[Regression] Failhard, batch and retcodes #54521

Oloremo · 2019-09-18T20:20:48Z

Description of Issue

Seems like there are long forgotten issue regarding failhard support with batch.

Seems like an ability to stop batch execution after a first encountered error was added here: #22855

After that it was many times reported to be broken or not working as expected:
#29643 - supposed to be fixed by #31164
#44256 - not resolved, closed as stale.
#24996 - supposed to be fixed by #33048

As for 2019.2.0 Salt orchestration with failhard: True don't stop after a first error but continue to execute all hosts batch by batch.

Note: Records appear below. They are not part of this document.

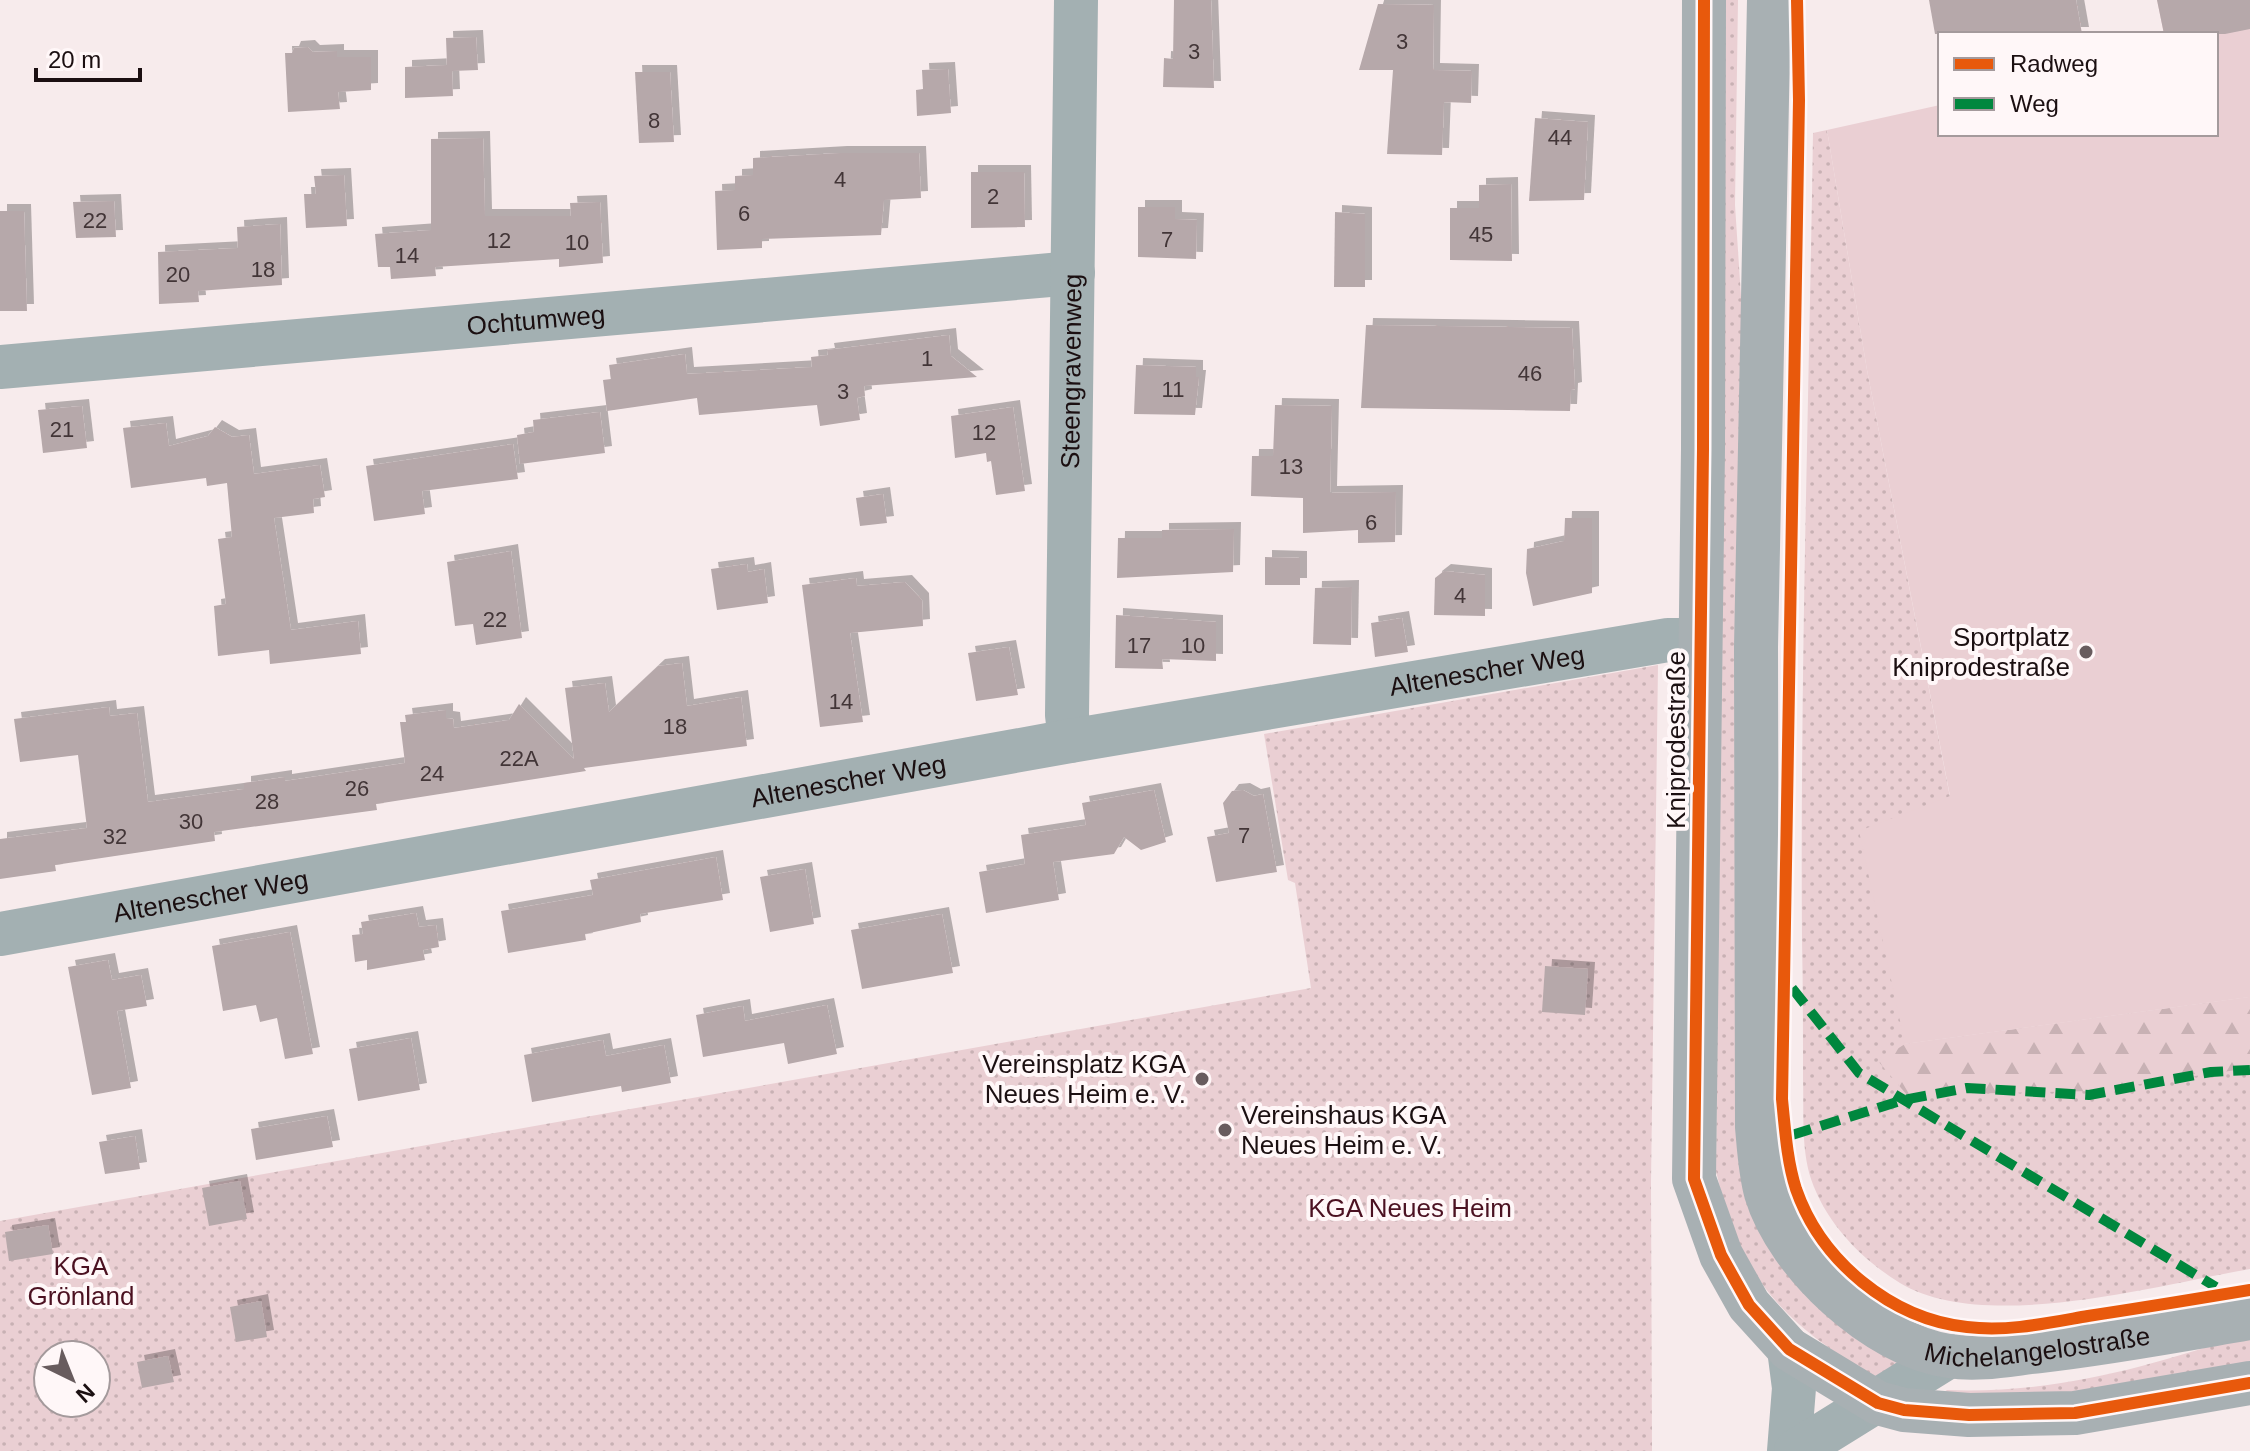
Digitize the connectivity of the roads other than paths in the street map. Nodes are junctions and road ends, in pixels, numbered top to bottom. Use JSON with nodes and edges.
{"nodes":[{"id":1,"x":1076,"y":0,"type":"edge"},
{"id":2,"x":1704,"y":0,"type":"edge"},
{"id":3,"x":1769,"y":0,"type":"edge"},
{"id":4,"x":1073,"y":273,"type":"junction"},
{"id":5,"x":0,"y":367,"type":"edge"},
{"id":6,"x":1699,"y":640,"type":"junction"},
{"id":7,"x":1070,"y":741,"type":"junction"},
{"id":8,"x":0,"y":934,"type":"edge"},
{"id":9,"x":2250,"y":1318,"type":"edge"},
{"id":10,"x":1789,"y":1349,"type":"junction"},
{"id":11,"x":1949,"y":1356,"type":"junction"},
{"id":12,"x":2250,"y":1383,"type":"edge"},
{"id":13,"x":1878,"y":1403,"type":"junction"},
{"id":14,"x":1789,"y":1451,"type":"edge"},
{"id":15,"x":1796,"y":1451,"type":"edge"}],
"edges":[{"from":1,"to":4,"type":"street","name":"Steengravenweg"},
{"from":2,"to":6,"type":"main road","name":"Kniprodestraße"},
{"from":3,"to":11,"type":"main road","name":"Michelangelostraße"},
{"from":4,"to":5,"type":"street","name":"Ochtumweg"},
{"from":4,"to":7,"type":"street","name":"Steengravenweg"},
{"from":6,"to":7,"type":"street","name":"Altenescher Weg"},
{"from":6,"to":10,"type":"main road","name":"Kniprodestraße"},
{"from":7,"to":8,"type":"street","name":"Altenescher Weg"},
{"from":9,"to":11,"type":"main road","name":"Michelangelostraße"},
{"from":10,"to":13,"type":"main road","name":"Kniprodestraße"},
{"from":10,"to":14,"type":"street"},
{"from":11,"to":13,"type":"street"},
{"from":12,"to":13,"type":"main road"},
{"from":13,"to":15,"type":"street"}]}
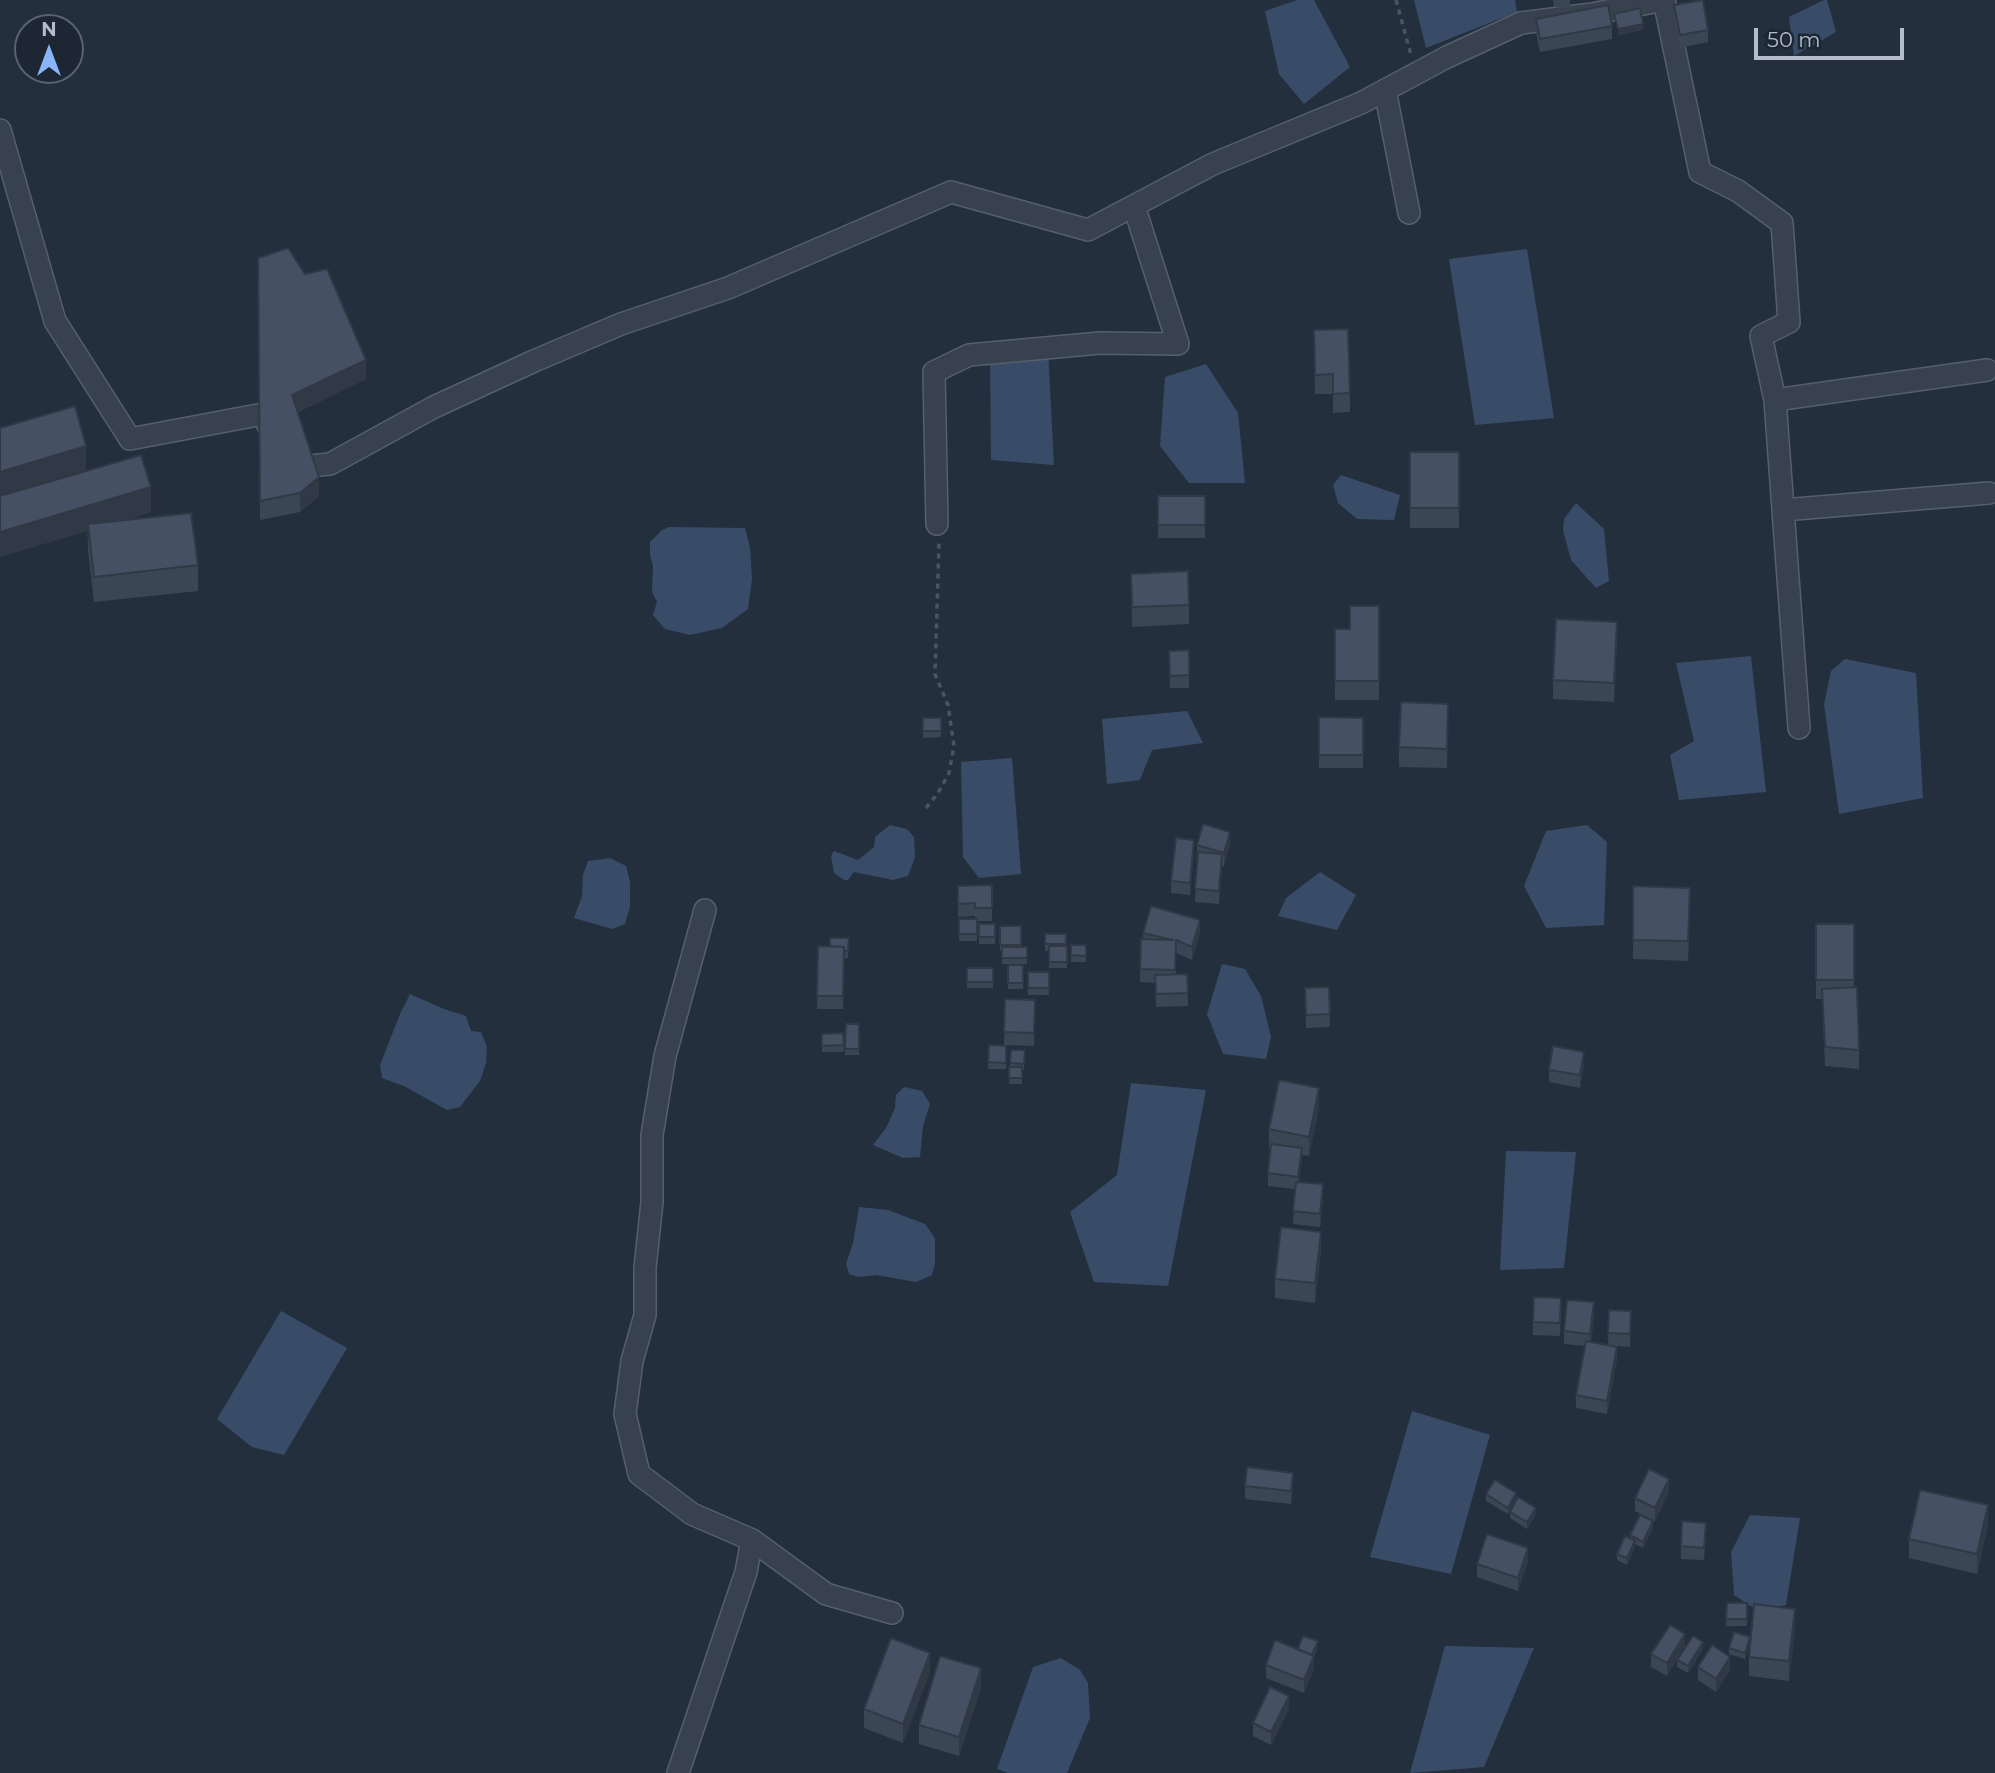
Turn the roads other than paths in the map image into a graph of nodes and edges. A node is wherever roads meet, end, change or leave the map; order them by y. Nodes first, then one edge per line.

This behavior is very dangerous and could lead to applying broken state on the whole fleet before you even notice or to loss data and just a huge pain for any network consensus type of bootstrapping like Mysql Galera.

Setup

Steps to Reproduce Issue

Create an orchestration file:

issue:
  salt.state:
    - tgt: '*'
    - sls:
      - bug
    - batch: 1

Create a state file bug:

first:
  cmd.run:
    - name: echo "first"

will_fail:
  http.query:
    - name: 'http://127.0.0.1:10000'
    - status: 200

unreachable:
  cmd.run:
    - name: echo "unreachable"

execute this orchestration with failhard: True set in configs.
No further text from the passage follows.